**Assignment:**
Copy each of the records exactly.

====

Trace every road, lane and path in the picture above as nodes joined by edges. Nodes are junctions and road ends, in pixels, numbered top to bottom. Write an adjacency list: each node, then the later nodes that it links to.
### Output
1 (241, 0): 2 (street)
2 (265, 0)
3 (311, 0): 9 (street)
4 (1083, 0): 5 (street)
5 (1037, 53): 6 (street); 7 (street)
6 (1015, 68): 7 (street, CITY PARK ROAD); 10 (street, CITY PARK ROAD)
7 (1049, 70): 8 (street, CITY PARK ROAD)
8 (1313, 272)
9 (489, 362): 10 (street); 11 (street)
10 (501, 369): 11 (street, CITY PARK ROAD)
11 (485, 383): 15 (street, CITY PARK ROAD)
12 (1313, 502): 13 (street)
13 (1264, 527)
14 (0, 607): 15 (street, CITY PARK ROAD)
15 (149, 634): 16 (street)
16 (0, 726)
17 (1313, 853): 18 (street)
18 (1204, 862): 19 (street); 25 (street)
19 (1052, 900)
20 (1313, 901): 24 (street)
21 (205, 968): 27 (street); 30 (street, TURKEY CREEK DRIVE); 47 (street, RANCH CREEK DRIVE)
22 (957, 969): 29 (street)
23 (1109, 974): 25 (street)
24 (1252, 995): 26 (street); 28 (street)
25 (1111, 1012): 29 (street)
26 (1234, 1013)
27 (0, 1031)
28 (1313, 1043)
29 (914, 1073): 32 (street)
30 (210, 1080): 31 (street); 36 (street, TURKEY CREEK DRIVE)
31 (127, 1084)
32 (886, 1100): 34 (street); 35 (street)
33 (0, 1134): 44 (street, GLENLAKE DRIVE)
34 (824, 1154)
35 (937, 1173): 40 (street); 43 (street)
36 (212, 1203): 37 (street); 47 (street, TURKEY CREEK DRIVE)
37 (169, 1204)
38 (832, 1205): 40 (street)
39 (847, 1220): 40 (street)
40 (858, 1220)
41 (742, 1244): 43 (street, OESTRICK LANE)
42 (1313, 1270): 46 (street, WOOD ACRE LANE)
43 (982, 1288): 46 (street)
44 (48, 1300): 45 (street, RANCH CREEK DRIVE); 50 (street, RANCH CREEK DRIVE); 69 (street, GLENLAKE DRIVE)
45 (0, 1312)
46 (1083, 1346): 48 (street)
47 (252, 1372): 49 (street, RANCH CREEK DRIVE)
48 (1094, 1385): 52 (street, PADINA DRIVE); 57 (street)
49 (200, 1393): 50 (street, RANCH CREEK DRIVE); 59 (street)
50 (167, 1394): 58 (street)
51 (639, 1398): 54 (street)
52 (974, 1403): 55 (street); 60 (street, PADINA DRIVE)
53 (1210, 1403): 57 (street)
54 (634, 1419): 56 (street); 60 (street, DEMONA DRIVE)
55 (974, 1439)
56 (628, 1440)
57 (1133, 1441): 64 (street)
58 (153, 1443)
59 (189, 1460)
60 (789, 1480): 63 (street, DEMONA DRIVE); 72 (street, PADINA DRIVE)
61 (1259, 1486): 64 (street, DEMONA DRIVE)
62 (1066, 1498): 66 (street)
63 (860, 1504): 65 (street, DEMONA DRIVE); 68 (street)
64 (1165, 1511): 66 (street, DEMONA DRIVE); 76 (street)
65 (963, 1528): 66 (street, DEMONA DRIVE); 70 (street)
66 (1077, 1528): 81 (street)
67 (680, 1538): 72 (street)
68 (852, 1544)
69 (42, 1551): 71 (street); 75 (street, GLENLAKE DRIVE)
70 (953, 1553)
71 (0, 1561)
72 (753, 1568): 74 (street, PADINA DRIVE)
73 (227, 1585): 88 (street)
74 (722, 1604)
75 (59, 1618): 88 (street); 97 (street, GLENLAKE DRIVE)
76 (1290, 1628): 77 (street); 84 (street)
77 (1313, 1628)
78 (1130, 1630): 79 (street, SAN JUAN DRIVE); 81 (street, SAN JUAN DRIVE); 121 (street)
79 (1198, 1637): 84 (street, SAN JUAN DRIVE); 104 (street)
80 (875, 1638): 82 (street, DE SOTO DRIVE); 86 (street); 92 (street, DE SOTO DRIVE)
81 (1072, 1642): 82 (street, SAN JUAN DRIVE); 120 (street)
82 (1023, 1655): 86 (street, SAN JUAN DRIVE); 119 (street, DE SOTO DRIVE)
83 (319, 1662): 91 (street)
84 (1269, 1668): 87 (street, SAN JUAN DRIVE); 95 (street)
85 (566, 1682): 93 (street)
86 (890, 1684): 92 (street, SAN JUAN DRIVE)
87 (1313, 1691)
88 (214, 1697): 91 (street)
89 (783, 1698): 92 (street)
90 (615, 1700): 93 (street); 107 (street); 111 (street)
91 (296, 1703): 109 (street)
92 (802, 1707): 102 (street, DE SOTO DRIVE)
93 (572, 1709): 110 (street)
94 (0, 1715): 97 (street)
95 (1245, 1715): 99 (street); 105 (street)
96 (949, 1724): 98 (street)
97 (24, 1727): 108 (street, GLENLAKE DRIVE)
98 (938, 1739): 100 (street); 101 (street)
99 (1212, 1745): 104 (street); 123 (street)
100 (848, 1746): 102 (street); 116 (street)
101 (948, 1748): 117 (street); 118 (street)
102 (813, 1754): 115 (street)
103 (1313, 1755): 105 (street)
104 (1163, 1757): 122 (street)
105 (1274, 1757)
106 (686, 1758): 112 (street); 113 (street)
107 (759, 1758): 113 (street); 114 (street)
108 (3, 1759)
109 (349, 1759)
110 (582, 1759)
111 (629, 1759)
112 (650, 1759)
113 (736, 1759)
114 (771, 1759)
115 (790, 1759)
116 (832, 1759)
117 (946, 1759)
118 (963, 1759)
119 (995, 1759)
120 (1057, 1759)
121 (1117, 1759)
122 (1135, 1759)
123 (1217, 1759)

====

**Output of the task:**
Trace every road, lane and path in the picture above as nodes joined by edges. Nodes are junctions and road ends, in pixels, numbered top to bottom. Write an adjacency list: each node, then the later nodes that it links to.
### Output
1 (241, 0): 2 (street)
2 (265, 0)
3 (311, 0): 9 (street)
4 (1083, 0): 5 (street)
5 (1037, 53): 6 (street); 7 (street)
6 (1015, 68): 7 (street, CITY PARK ROAD); 10 (street, CITY PARK ROAD)
7 (1049, 70): 8 (street, CITY PARK ROAD)
8 (1313, 272)
9 (489, 362): 10 (street); 11 (street)
10 (501, 369): 11 (street, CITY PARK ROAD)
11 (485, 383): 15 (street, CITY PARK ROAD)
12 (1313, 502): 13 (street)
13 (1264, 527)
14 (0, 607): 15 (street, CITY PARK ROAD)
15 (149, 634): 16 (street)
16 (0, 726)
17 (1313, 853): 18 (street)
18 (1204, 862): 19 (street); 25 (street)
19 (1052, 900)
20 (1313, 901): 24 (street)
21 (205, 968): 27 (street); 30 (street, TURKEY CREEK DRIVE); 47 (street, RANCH CREEK DRIVE)
22 (957, 969): 29 (street)
23 (1109, 974): 25 (street)
24 (1252, 995): 26 (street); 28 (street)
25 (1111, 1012): 29 (street)
26 (1234, 1013)
27 (0, 1031)
28 (1313, 1043)
29 (914, 1073): 32 (street)
30 (210, 1080): 31 (street); 36 (street, TURKEY CREEK DRIVE)
31 (127, 1084)
32 (886, 1100): 34 (street); 35 (street)
33 (0, 1134): 44 (street, GLENLAKE DRIVE)
34 (824, 1154)
35 (937, 1173): 40 (street); 43 (street)
36 (212, 1203): 37 (street); 47 (street, TURKEY CREEK DRIVE)
37 (169, 1204)
38 (832, 1205): 40 (street)
39 (847, 1220): 40 (street)
40 (858, 1220)
41 (742, 1244): 43 (street, OESTRICK LANE)
42 (1313, 1270): 46 (street, WOOD ACRE LANE)
43 (982, 1288): 46 (street)
44 (48, 1300): 45 (street, RANCH CREEK DRIVE); 50 (street, RANCH CREEK DRIVE); 69 (street, GLENLAKE DRIVE)
45 (0, 1312)
46 (1083, 1346): 48 (street)
47 (252, 1372): 49 (street, RANCH CREEK DRIVE)
48 (1094, 1385): 52 (street, PADINA DRIVE); 57 (street)
49 (200, 1393): 50 (street, RANCH CREEK DRIVE); 59 (street)
50 (167, 1394): 58 (street)
51 (639, 1398): 54 (street)
52 (974, 1403): 55 (street); 60 (street, PADINA DRIVE)
53 (1210, 1403): 57 (street)
54 (634, 1419): 56 (street); 60 (street, DEMONA DRIVE)
55 (974, 1439)
56 (628, 1440)
57 (1133, 1441): 64 (street)
58 (153, 1443)
59 (189, 1460)
60 (789, 1480): 63 (street, DEMONA DRIVE); 72 (street, PADINA DRIVE)
61 (1259, 1486): 64 (street, DEMONA DRIVE)
62 (1066, 1498): 66 (street)
63 (860, 1504): 65 (street, DEMONA DRIVE); 68 (street)
64 (1165, 1511): 66 (street, DEMONA DRIVE); 76 (street)
65 (963, 1528): 66 (street, DEMONA DRIVE); 70 (street)
66 (1077, 1528): 81 (street)
67 (680, 1538): 72 (street)
68 (852, 1544)
69 (42, 1551): 71 (street); 75 (street, GLENLAKE DRIVE)
70 (953, 1553)
71 (0, 1561)
72 (753, 1568): 74 (street, PADINA DRIVE)
73 (227, 1585): 88 (street)
74 (722, 1604)
75 (59, 1618): 88 (street); 97 (street, GLENLAKE DRIVE)
76 (1290, 1628): 77 (street); 84 (street)
77 (1313, 1628)
78 (1130, 1630): 79 (street, SAN JUAN DRIVE); 81 (street, SAN JUAN DRIVE); 121 (street)
79 (1198, 1637): 84 (street, SAN JUAN DRIVE); 104 (street)
80 (875, 1638): 82 (street, DE SOTO DRIVE); 86 (street); 92 (street, DE SOTO DRIVE)
81 (1072, 1642): 82 (street, SAN JUAN DRIVE); 120 (street)
82 (1023, 1655): 86 (street, SAN JUAN DRIVE); 119 (street, DE SOTO DRIVE)
83 (319, 1662): 91 (street)
84 (1269, 1668): 87 (street, SAN JUAN DRIVE); 95 (street)
85 (566, 1682): 93 (street)
86 (890, 1684): 92 (street, SAN JUAN DRIVE)
87 (1313, 1691)
88 (214, 1697): 91 (street)
89 (783, 1698): 92 (street)
90 (615, 1700): 93 (street); 107 (street); 111 (street)
91 (296, 1703): 109 (street)
92 (802, 1707): 102 (street, DE SOTO DRIVE)
93 (572, 1709): 110 (street)
94 (0, 1715): 97 (street)
95 (1245, 1715): 99 (street); 105 (street)
96 (949, 1724): 98 (street)
97 (24, 1727): 108 (street, GLENLAKE DRIVE)
98 (938, 1739): 100 (street); 101 (street)
99 (1212, 1745): 104 (street); 123 (street)
100 (848, 1746): 102 (street); 116 (street)
101 (948, 1748): 117 (street); 118 (street)
102 (813, 1754): 115 (street)
103 (1313, 1755): 105 (street)
104 (1163, 1757): 122 (street)
105 (1274, 1757)
106 (686, 1758): 112 (street); 113 (street)
107 (759, 1758): 113 (street); 114 (street)
108 (3, 1759)
109 (349, 1759)
110 (582, 1759)
111 (629, 1759)
112 (650, 1759)
113 (736, 1759)
114 (771, 1759)
115 (790, 1759)
116 (832, 1759)
117 (946, 1759)
118 (963, 1759)
119 (995, 1759)
120 (1057, 1759)
121 (1117, 1759)
122 (1135, 1759)
123 (1217, 1759)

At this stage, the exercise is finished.